Four names and training centers kept surfacing for certified (EOL) Doula training:
- Deanna Cochran – Hospice RN. Founder of Quality of Life Care Doula Training, LLC. Founder of the EOL Practitioner’s Collective. Council Chair for EOLDA. Board member of the Doula Council for NHPCO. Author, Accompanying the Dying: Practical, Heart-Centered Wisdom for End-Of-Life Doulas and Health Care Advocates.
- Tarron Estes – Founder of the Conscious Dying Institute. Boulder, Colorado.
- Suzanne O’Brien RN – Doulagiver Founder, Speaker, and Author. NYC. Board member of the National Hospice and Palliative Care Organization (NHPCO). Founder of the International Doulagivers Institute. She assisted in developing the Doula program for some hospice providers.
- Dr. Karen Wyatt MD –Family Practice and Hospice Physician. Author, What Really Matters: 7 Lessons for Living from the Stories of the Dying. Boulder, Colorado.
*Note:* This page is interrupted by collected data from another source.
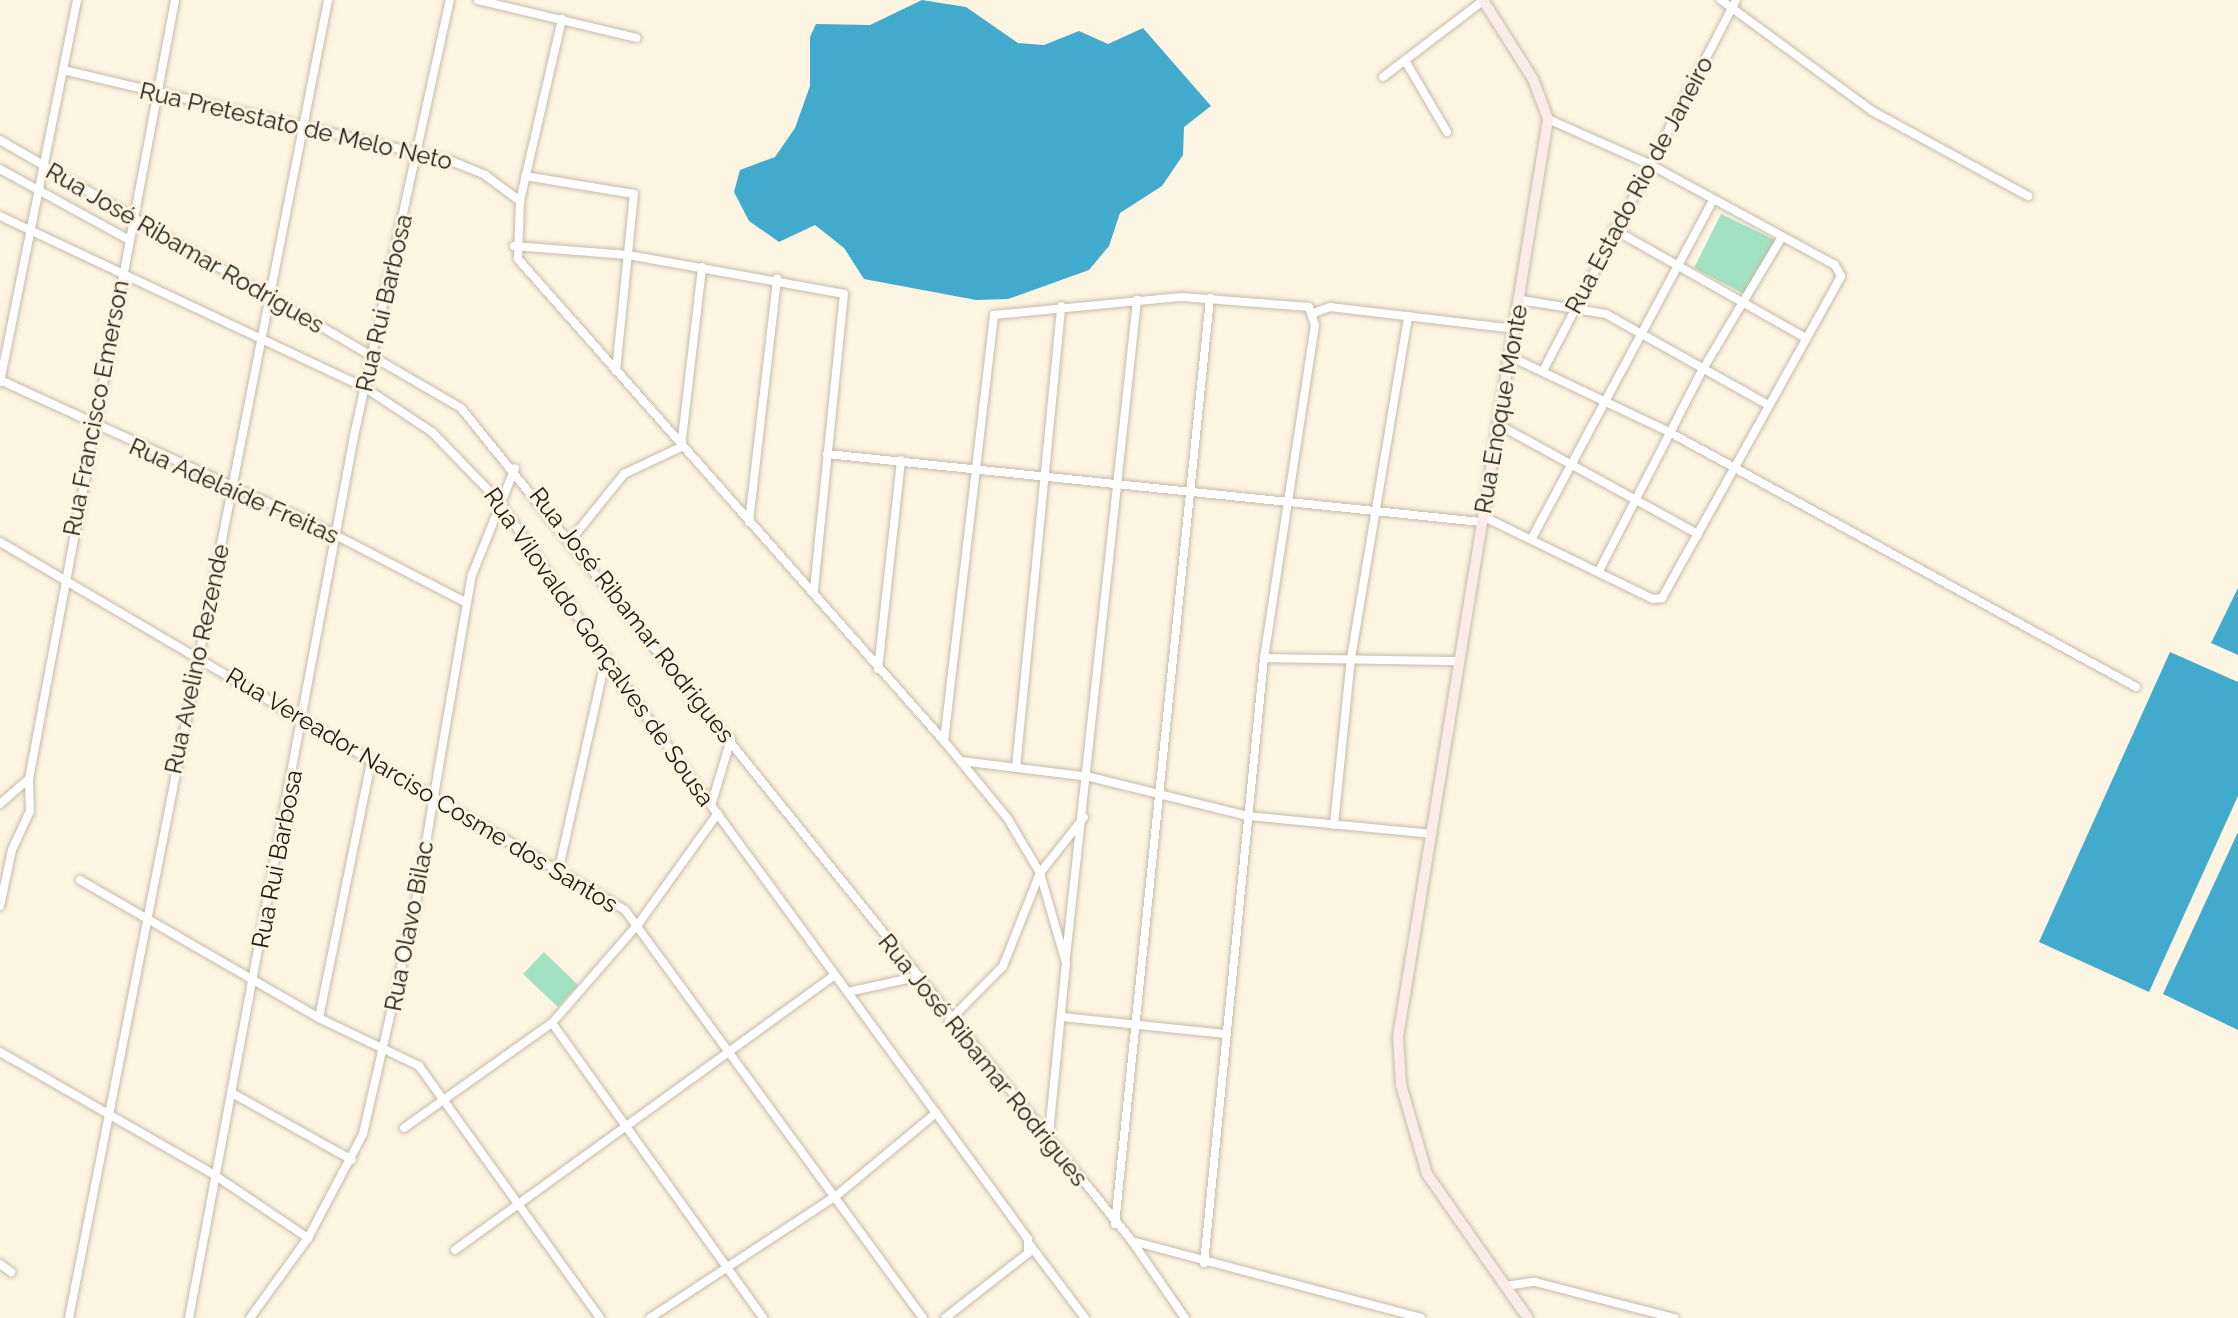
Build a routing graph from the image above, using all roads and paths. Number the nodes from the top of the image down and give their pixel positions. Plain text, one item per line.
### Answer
1 (77, 0) edge
2 (175, 0) edge
3 (328, 0) edge
4 (450, 0) edge
5 (478, 0) edge
6 (1484, 0) edge
7 (1721, 0) edge
8 (1736, 0) edge
9 (1730, 10) junction
10 (562, 19) junction
11 (636, 38) dead end
12 (1407, 64) junction
13 (63, 70) junction
14 (1383, 77) dead end
15 (156, 95) junction
16 (1548, 118) junction
17 (304, 127) junction
18 (1447, 132) dead end
19 (0, 140) edge
20 (415, 154) junction
21 (1649, 164) junction
22 (43, 168) junction
23 (0, 169) edge
24 (525, 176) junction
25 (38, 191) junction
26 (2028, 196) dead end
27 (1713, 200) junction
28 (520, 201) junction
29 (0, 216) edge
30 (133, 220) junction
31 (1613, 229) junction
32 (32, 232) junction
33 (1782, 237) junction
34 (129, 240) junction
35 (514, 246) junction
36 (628, 255) junction
37 (1677, 264) junction
38 (702, 267) junction
39 (122, 272) junction
40 (776, 279) junction
41 (267, 294) junction
42 (1210, 298) junction
43 (1137, 300) junction
44 (1521, 300) junction
45 (1745, 302) junction
46 (1060, 306) junction
47 (1575, 306) junction
48 (1314, 313) junction
49 (1408, 316) junction
50 (1515, 330) junction
51 (1640, 334) junction
52 (260, 335) junction
53 (1806, 338) junction
54 (374, 355) junction
55 (1509, 356) junction
56 (1703, 369) junction
57 (616, 371) junction
58 (1543, 371) junction
59 (0, 381) edge
60 (364, 387) junction
61 (1603, 402) junction
62 (1768, 405) junction
63 (1499, 425) junction
64 (92, 427) junction
65 (1669, 432) junction
66 (681, 447) junction
67 (827, 454) junction
68 (901, 460) junction
69 (1568, 465) junction
70 (974, 466) junction
71 (515, 468) junction
72 (1736, 470) junction
73 (1047, 473) junction
74 (1118, 481) junction
75 (1191, 487) junction
76 (233, 488) junction
77 (1289, 497) junction
78 (498, 500) junction
79 (1634, 501) junction
80 (1379, 509) junction
81 (1482, 519) junction
82 (748, 522) junction
83 (1698, 534) junction
84 (335, 535) junction
85 (1533, 536) junction
86 (570, 541) junction
87 (0, 542) edge
88 (1600, 569) junction
89 (64, 577) junction
90 (814, 590) junction
91 (467, 603) junction
92 (198, 655) junction
93 (606, 658) junction
94 (1264, 658) junction
95 (1351, 658) junction
96 (1460, 661) junction
97 (878, 669) junction
98 (2136, 687) dead end
99 (303, 720) junction
100 (731, 739) junction
101 (944, 741) junction
102 (961, 761) junction
103 (371, 763) junction
104 (1016, 768) junction
105 (1090, 777) junction
106 (29, 779) junction
107 (1159, 791) junction
108 (433, 799) junction
109 (712, 802) junction
110 (0, 804) edge
111 (718, 813) junction
112 (1085, 816) junction
113 (1248, 816) junction
114 (1334, 825) junction
115 (1431, 834) junction
116 (559, 868) junction
117 (1040, 873) junction
118 (80, 880) dead end
119 (0, 906) edge
120 (145, 914) junction
121 (639, 923) junction
122 (1066, 963) junction
123 (835, 975) junction
124 (916, 978) junction
125 (253, 981) junction
126 (848, 992) junction
127 (1061, 1017) junction
128 (319, 1018) junction
129 (949, 1021) junction
130 (552, 1023) junction
131 (1135, 1025) junction
132 (1226, 1034) junction
133 (0, 1052) edge
134 (385, 1052) junction
135 (732, 1053) junction
136 (232, 1093) junction
137 (443, 1100) junction
138 (936, 1113) junction
139 (109, 1116) junction
140 (404, 1128) dead end
141 (625, 1130) junction
142 (1048, 1143) junction
143 (352, 1160) junction
144 (213, 1174) junction
145 (836, 1196) junction
146 (520, 1208) junction
147 (1115, 1224) junction
148 (308, 1238) junction
149 (1132, 1241) junction
150 (1030, 1245) junction
151 (455, 1250) dead end
152 (1203, 1263) junction
153 (0, 1265) edge
154 (726, 1269) junction
155 (11, 1272) dead end
156 (1505, 1286) junction
157 (1368, 1306) junction
158 (69, 1318) edge
159 (189, 1318) edge
160 (250, 1318) edge
161 (600, 1318) edge
162 (650, 1318) edge
163 (763, 1318) edge
164 (923, 1318) edge
165 (945, 1318) edge
166 (1085, 1318) edge
167 (1185, 1318) edge
168 (1366, 1318) edge
169 (1421, 1318) edge
170 (1528, 1318) edge
171 (1674, 1318) edge

1 - 13 street
2 - 15 street, Rua Francisco Emerson
3 - 17 street, Rua Avelino Rezende
4 - 20 street, Rua Rui Barbosa
5 - 10 street
6 - 12 street
6 - 16 main road, Rua Enoque Monte
7 - 9 street
8 - 9 street, Rua Estado Rio de Janeiro
9 - 21 street, Rua Estado Rio de Janeiro
9 - 26 street
10 - 11 street
10 - 24 street
12 - 14 street
12 - 18 street
13 - 15 street, Rua Pretestato de Melo Neto
13 - 22 street
15 - 17 street, Rua Pretestato de Melo Neto
15 - 30 street, Rua Francisco Emerson
16 - 21 street
16 - 44 main road, Rua Enoque Monte
17 - 20 street, Rua Pretestato de Melo Neto
17 - 41 street, Rua Avelino Rezende
19 - 22 street, Rua José Ribamar Rodrigues
20 - 28 street, Rua Pretestato de Melo Neto
20 - 54 street, Rua Rui Barbosa
21 - 27 street
21 - 31 street, Rua Estado Rio de Janeiro
22 - 25 street
22 - 30 street, Rua José Ribamar Rodrigues
23 - 25 street
24 - 28 street
24 - 36 street
25 - 32 street
25 - 34 street
27 - 33 street
27 - 37 street
28 - 35 street
29 - 32 street, Rua Vilovaldo Gonçalves de Sousa
30 - 34 street, Rua Francisco Emerson
30 - 41 street, Rua José Ribamar Rodrigues
31 - 37 street
31 - 47 street, Rua Estado Rio de Janeiro
32 - 39 street, Rua Vilovaldo Gonçalves de Sousa
32 - 59 street
33 - 45 street
33 - 53 street
34 - 39 street, Rua Francisco Emerson
35 - 36 street
35 - 57 street
36 - 38 street
36 - 57 street
37 - 45 street
37 - 51 street
38 - 40 street
38 - 66 street
39 - 52 street, Rua Vilovaldo Gonçalves de Sousa
39 - 64 street, Rua Francisco Emerson
40 - 67 street
40 - 82 street
41 - 52 street, Rua Avelino Rezende
41 - 54 street, Rua José Ribamar Rodrigues
42 - 43 street
42 - 48 street
42 - 75 street
43 - 46 street
43 - 74 street
44 - 47 street
44 - 50 main road, Rua Enoque Monte
45 - 53 street
45 - 56 street
46 - 70 street
46 - 73 street
47 - 51 street
47 - 58 street, Rua Estado Rio de Janeiro
48 - 49 street
48 - 77 street
49 - 50 street
49 - 80 street
50 - 55 main road, Rua Enoque Monte
51 - 56 street
51 - 61 street
52 - 60 street, Rua Vilovaldo Gonçalves de Sousa
52 - 76 street, Rua Avelino Rezende
53 - 62 street
54 - 60 street, Rua Rui Barbosa
54 - 71 street, Rua José Ribamar Rodrigues
55 - 58 street
55 - 63 main road, Rua Enoque Monte
56 - 62 street
56 - 65 street
57 - 66 street
58 - 61 street
59 - 64 street, Rua Adelaíde Freitas
60 - 78 street, Rua Vilovaldo Gonçalves de Sousa
60 - 84 street, Rua Rui Barbosa
61 - 65 street
61 - 69 street
62 - 72 street
63 - 69 street
63 - 81 main road, Rua Enoque Monte
64 - 76 street, Rua Adelaíde Freitas
64 - 89 street, Rua Francisco Emerson
65 - 72 street
65 - 79 street
66 - 82 street
66 - 86 street
67 - 68 street
67 - 90 street
68 - 70 street
68 - 97 street
69 - 79 street
69 - 85 street
70 - 73 street
70 - 101 street
71 - 78 street, Rua Olavo Bilac
71 - 86 street, Rua José Ribamar Rodrigues
72 - 83 street
72 - 98 street
73 - 74 street
73 - 104 street
74 - 75 street
74 - 105 street
75 - 77 street
75 - 107 street
76 - 84 street, Rua Adelaíde Freitas
76 - 92 street, Rua Avelino Rezende
77 - 80 street
77 - 94 street
78 - 91 street, Rua Olavo Bilac
78 - 93 street, Rua Vilovaldo Gonçalves de Sousa
79 - 83 street
79 - 88 street
80 - 81 street
80 - 95 street
81 - 85 street
81 - 96 main road, Rua Enoque Monte
82 - 90 street
83 - 88 street
84 - 91 street, Rua Adelaíde Freitas
84 - 99 street, Rua Rui Barbosa
85 - 88 street
86 - 100 street, Rua José Ribamar Rodrigues
87 - 89 street, Rua Vereador Narciso Cosme dos Santos
89 - 92 street, Rua Vereador Narciso Cosme dos Santos
89 - 106 street, Rua Francisco Emerson
90 - 97 street
91 - 108 street, Rua Olavo Bilac
92 - 99 street, Rua Vereador Narciso Cosme dos Santos
92 - 120 street, Rua Avelino Rezende
93 - 109 street, Rua Vilovaldo Gonçalves de Sousa
93 - 116 street
94 - 95 street
94 - 113 street
95 - 96 street
95 - 114 street
96 - 115 main road, Rua Enoque Monte
97 - 101 street
99 - 103 street, Rua Vereador Narciso Cosme dos Santos
99 - 125 street, Rua Rui Barbosa
100 - 109 street
100 - 124 street, Rua José Ribamar Rodrigues
101 - 102 street
102 - 104 street
102 - 117 street
103 - 108 street, Rua Vereador Narciso Cosme dos Santos
103 - 128 street
104 - 105 street
105 - 107 street
105 - 112 street
106 - 110 street
106 - 119 street, Rua Francisco Emerson
107 - 113 street
107 - 131 street
108 - 116 street, Rua Vereador Narciso Cosme dos Santos
108 - 134 street, Rua Olavo Bilac
109 - 111 street, Rua Vilovaldo Gonçalves de Sousa
111 - 121 street
111 - 123 street, Rua Vilovaldo Gonçalves de Sousa
112 - 117 street
112 - 122 street
113 - 114 street
113 - 132 street
114 - 115 street
115 - 156 main road, Rua Enoque Monte
116 - 121 street, Rua Vereador Narciso Cosme dos Santos
117 - 122 street
117 - 129 street
118 - 120 street
120 - 125 street
120 - 139 street, Rua Avelino Rezende
121 - 130 street
121 - 135 street, Rua Vereador Narciso Cosme dos Santos
122 - 127 street
123 - 126 street, Rua Vilovaldo Gonçalves de Sousa
123 - 135 street
124 - 126 street
124 - 129 street, Rua José Ribamar Rodrigues
125 - 128 street
125 - 136 street, Rua Rui Barbosa
126 - 138 street, Rua Vilovaldo Gonçalves de Sousa
127 - 131 street
127 - 142 street
128 - 134 street
129 - 142 street, Rua José Ribamar Rodrigues
130 - 137 street
130 - 141 street
131 - 132 street
131 - 147 street
132 - 152 street
133 - 139 street
134 - 137 street
134 - 143 street, Rua Olavo Bilac
135 - 141 street
135 - 145 street, Rua Vereador Narciso Cosme dos Santos
136 - 143 street
136 - 144 street, Rua Rui Barbosa
137 - 140 street
137 - 146 street
138 - 145 street
138 - 150 street, Rua Vilovaldo Gonçalves de Sousa
139 - 144 street
139 - 158 street, Rua Avelino Rezende
141 - 146 street
141 - 154 street
142 - 147 street, Rua José Ribamar Rodrigues
143 - 148 street, Rua Olavo Bilac
144 - 148 street
144 - 159 street, Rua Rui Barbosa
145 - 154 street
145 - 164 street, Rua Vereador Narciso Cosme dos Santos
146 - 151 street
146 - 161 street
147 - 149 street, Rua José Ribamar Rodrigues
148 - 160 street, Rua Olavo Bilac
149 - 152 street
149 - 167 street, Rua José Ribamar Rodrigues
150 - 165 street
150 - 166 street, Rua Vilovaldo Gonçalves de Sousa
152 - 157 street
153 - 155 street
154 - 162 street
154 - 163 street
156 - 170 main road, Rua Enoque Monte
156 - 171 street
157 - 168 street
157 - 169 street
Readers of my blog can find information about doula training online through all of these sites.
How can a consumer find the services of an EOL practitioner? Doula Deb Holtz said you can obtain information on training and find a Doula Directory at the website of the International End-of-life Doula Association (INELDA).
What is the fee for Doula services? It varies and depends on the needs of the patient and family. Fees can be arranged hourly or by contract for an extended period. Doulas charge anywhere from $25 to $50 an hour. Many Doulas utilize a sliding scale.
We can be better at dying well.
I would love to see legislation to take the dying process in our country out of the hands of Corporate America.
Dying should be tended to in the arms and hearts of nonprofit hospice providers, for-profit providers who place patients as primary stakeholders, and the emerging doula movement.
The EOL Doula Council within the NHPCO plans to evaluate the efficacy of doula’s collaboration with hospice services by conducting research to establish best practices for the future. The hospice industry desperately needs their assistance.
“We do not find our own center, it finds us. The body is in the soul. It is both the place of contact and the place of surrender.” Author Richard Rohr. What the Mystics Know, 2015.